Check Your Writing Right Now — Free, Private, In-Browser

Paste any text. Get a breakdown of exactly which signals are triggering and why. Takes 10 seconds.

Run the Free AI Text Detector →

What to Do If You're Flagged

If you run your own writing and get a high score, don't panic — and don't change who you are as a writer. But here are actionable steps if you're in a context where you might be screened:

Understand which signals are triggering. A good detector (like the one above) will tell you which specific heuristics are elevating your score. Em-dash density? Easy to reduce. Sentence variance? Easier to add natural variation. Knowing the trigger is 80% of the fix.

Add personal anchors. First-person anecdotes, specific memories, named people, precise dates — these signals are nearly impossible to fake with AI because they require specific real-world knowledge. They also happen to make writing better.

Vary sentence length deliberately. Short sentences land hard. Longer sentences that wind through an idea, building context before arriving at a conclusion, signal human thought. Mix both.

Keep a timestamped draft history. If you're in an academic or professional context, preserve your Google Docs revision history or git commits. Revision history is the most reliable proof of human authorship that exists.

✅ Quick Self-Audit

Before submitting anything that might be screened: paste it into the free AI Text Detector, read the signal breakdown, and add one paragraph that is unambiguously you — a specific memory, an opinion that's genuinely yours, a detail only you would know. It takes 3 minutes and can save you from a very bad conversation.
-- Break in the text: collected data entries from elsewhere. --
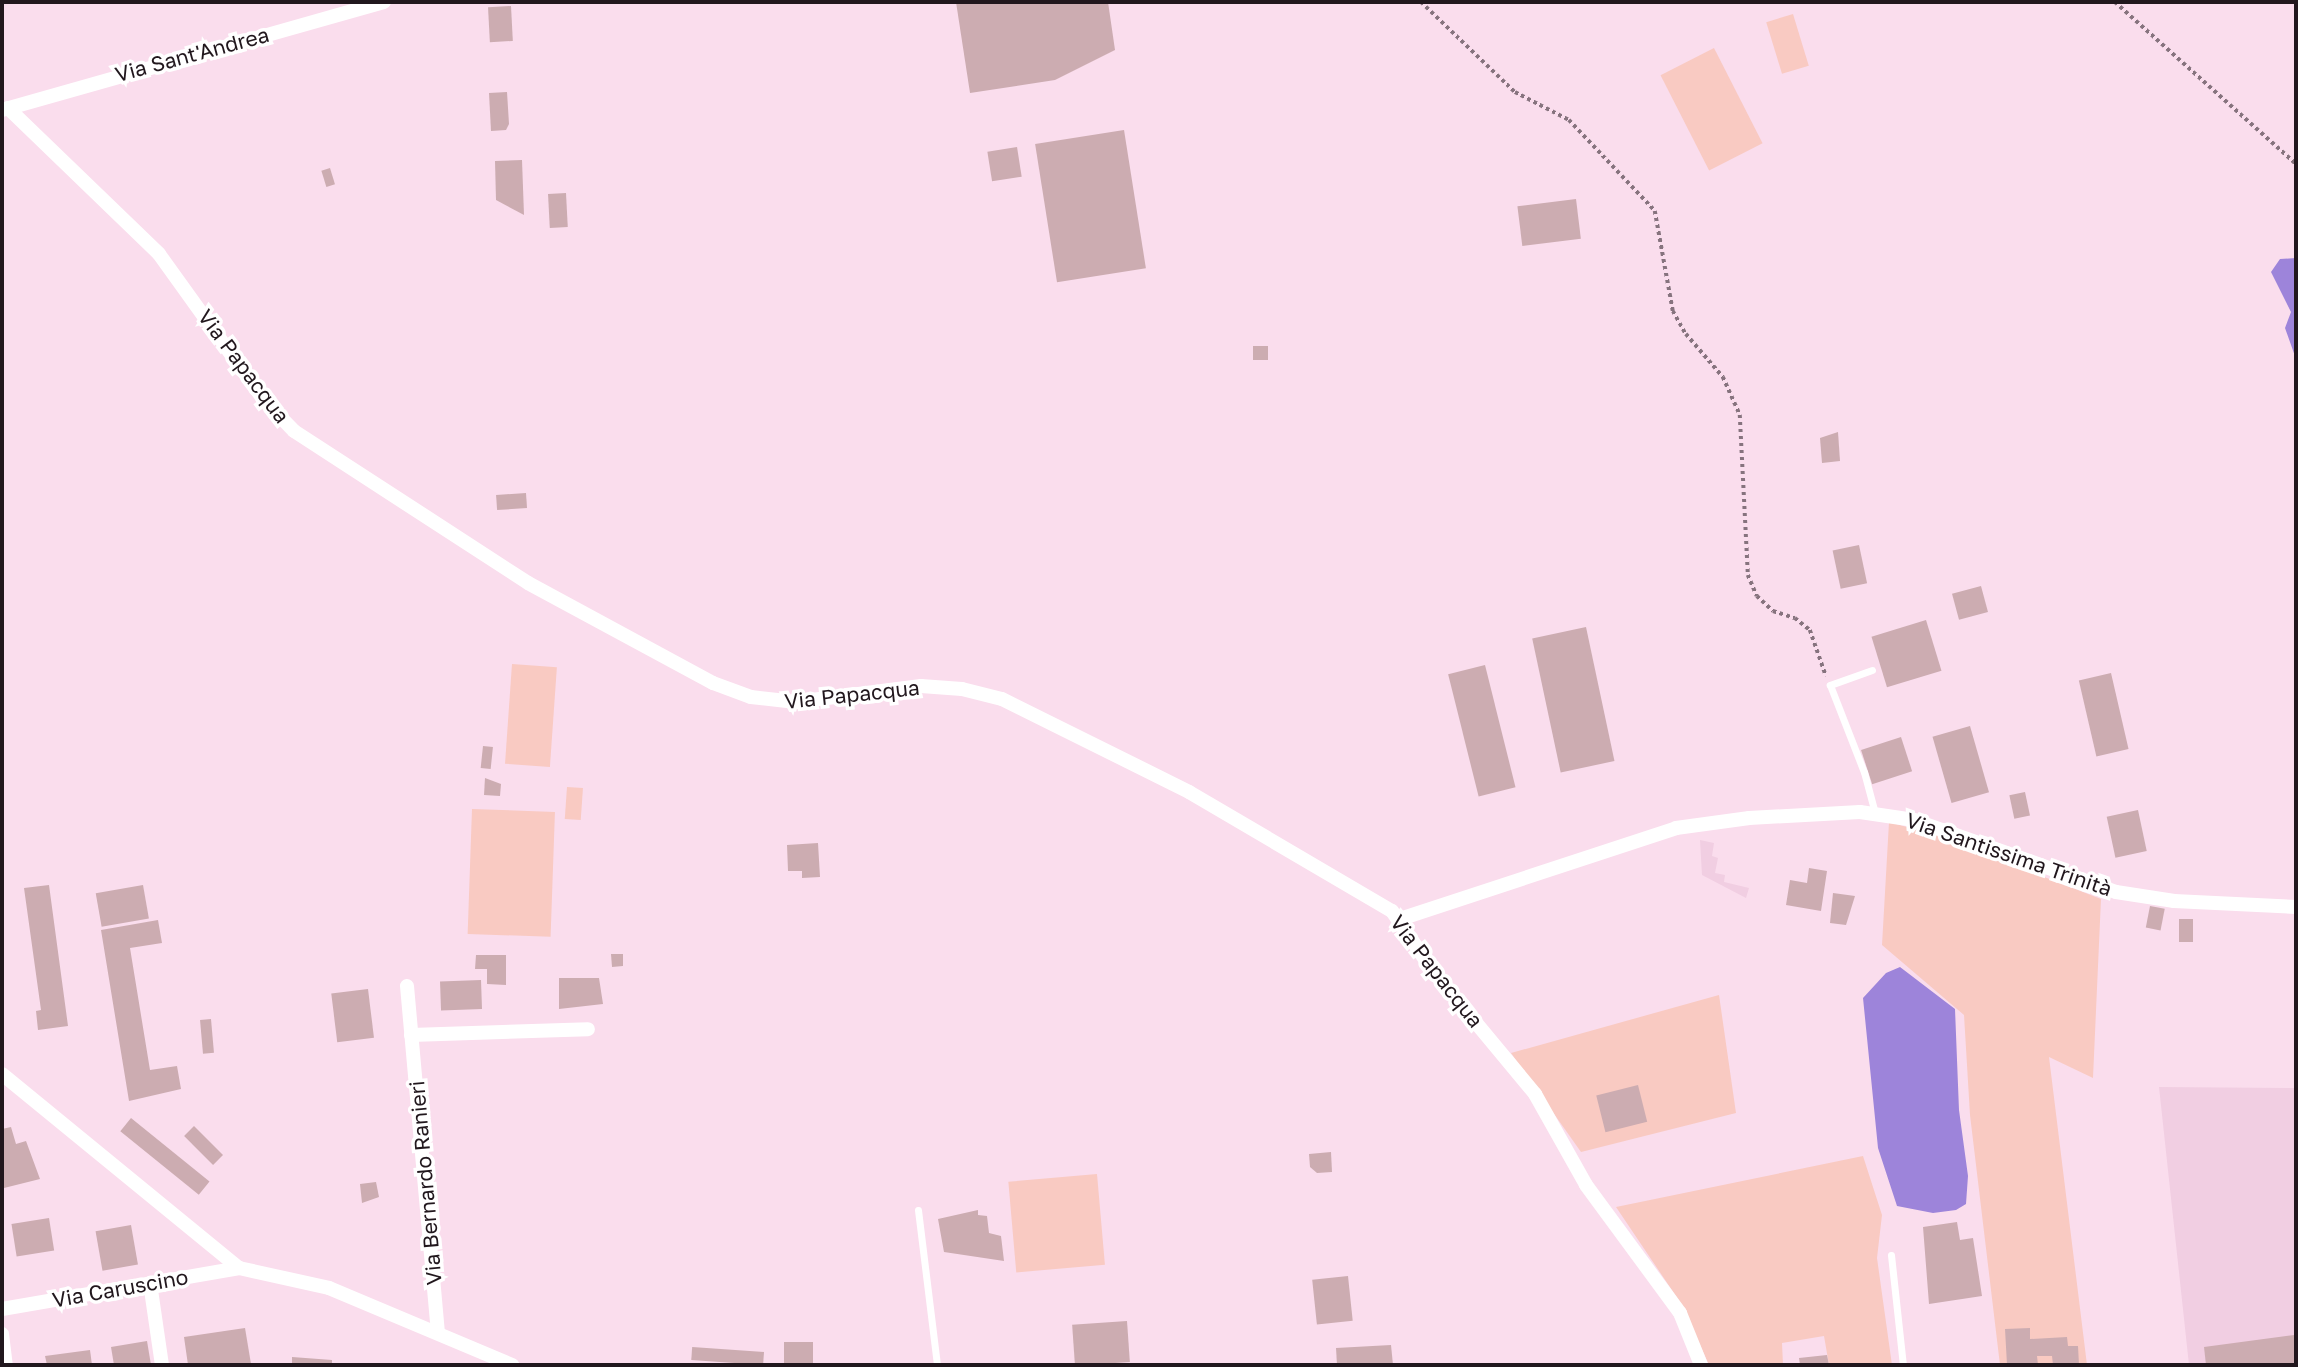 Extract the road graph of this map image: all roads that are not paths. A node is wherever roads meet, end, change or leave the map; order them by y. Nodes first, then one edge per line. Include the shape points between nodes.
1 (384, 2) edge
2 (5, 109) edge
3 (1872, 670) dead end
4 (1875, 813) junction
5 (2296, 907) edge
6 (1400, 919) junction
7 (407, 986) dead end
8 (588, 1029) dead end
9 (411, 1035) junction
10 (2, 1074) edge
11 (918, 1210) dead end
12 (1891, 1255) dead end
13 (239, 1268) junction
14 (150, 1283) junction
15 (2, 1308) edge
16 (438, 1332) junction
17 (2, 1334) edge
18 (491, 1361) edge
19 (6, 1365) edge
20 (162, 1365) edge
21 (512, 1365) edge
22 (937, 1365) edge
23 (1701, 1365) edge
24 (1903, 1365) edge

1 - 2 street, Via Sant'Andrea
2 - 6 street, Via Papacqua via 159,254 264,400 294,431 520,579 713,683 751,697 796,702 921,686 962,689 1002,699 1189,792
3 - 4 lane via 1830,685
4 - 5 street, Via Santissima Trinità via 1929,824 2116,892 2174,901
4 - 6 street, Via Santissima Trinità via 1766,816 1676,828
6 - 23 street, Via Papacqua via 1433,971 1535,1094 1586,1185 1680,1313
7 - 9 street, Via Bernardo Ranieri
8 - 9 street
9 - 16 street, Via Bernardo Ranieri
10 - 13 street
11 - 22 lane
12 - 24 lane
13 - 14 street, Via Caruscino
13 - 16 street via 329,1288
14 - 15 street, Via Caruscino
14 - 20 street
16 - 18 street
17 - 19 street
18 - 21 street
The Uncomfortable Truth About AI Detection

AI detection is a fundamentally broken concept at the individual-piece level — and we're deploying it as if it's reliable. The systems producing false positives aren't failing; they're doing exactly what they were designed to do. The failure is in treating probabilistic scores as binary verdicts.

"A 78% AI score doesn't mean you used AI. It means your writing shares statistical properties with AI output. Those are not the same thing — and treating them as equivalent is intellectually dishonest."

The responsible use of AI detectors is as a flag for further investigation — not as a final verdict. Unfortunately, institutions under pressure to demonstrate AI policies often use them as exactly that: a verdict, applied at scale, without appeal.

Until that changes, the best defense is knowing your own score and understanding why. That knowledge is free. Use it.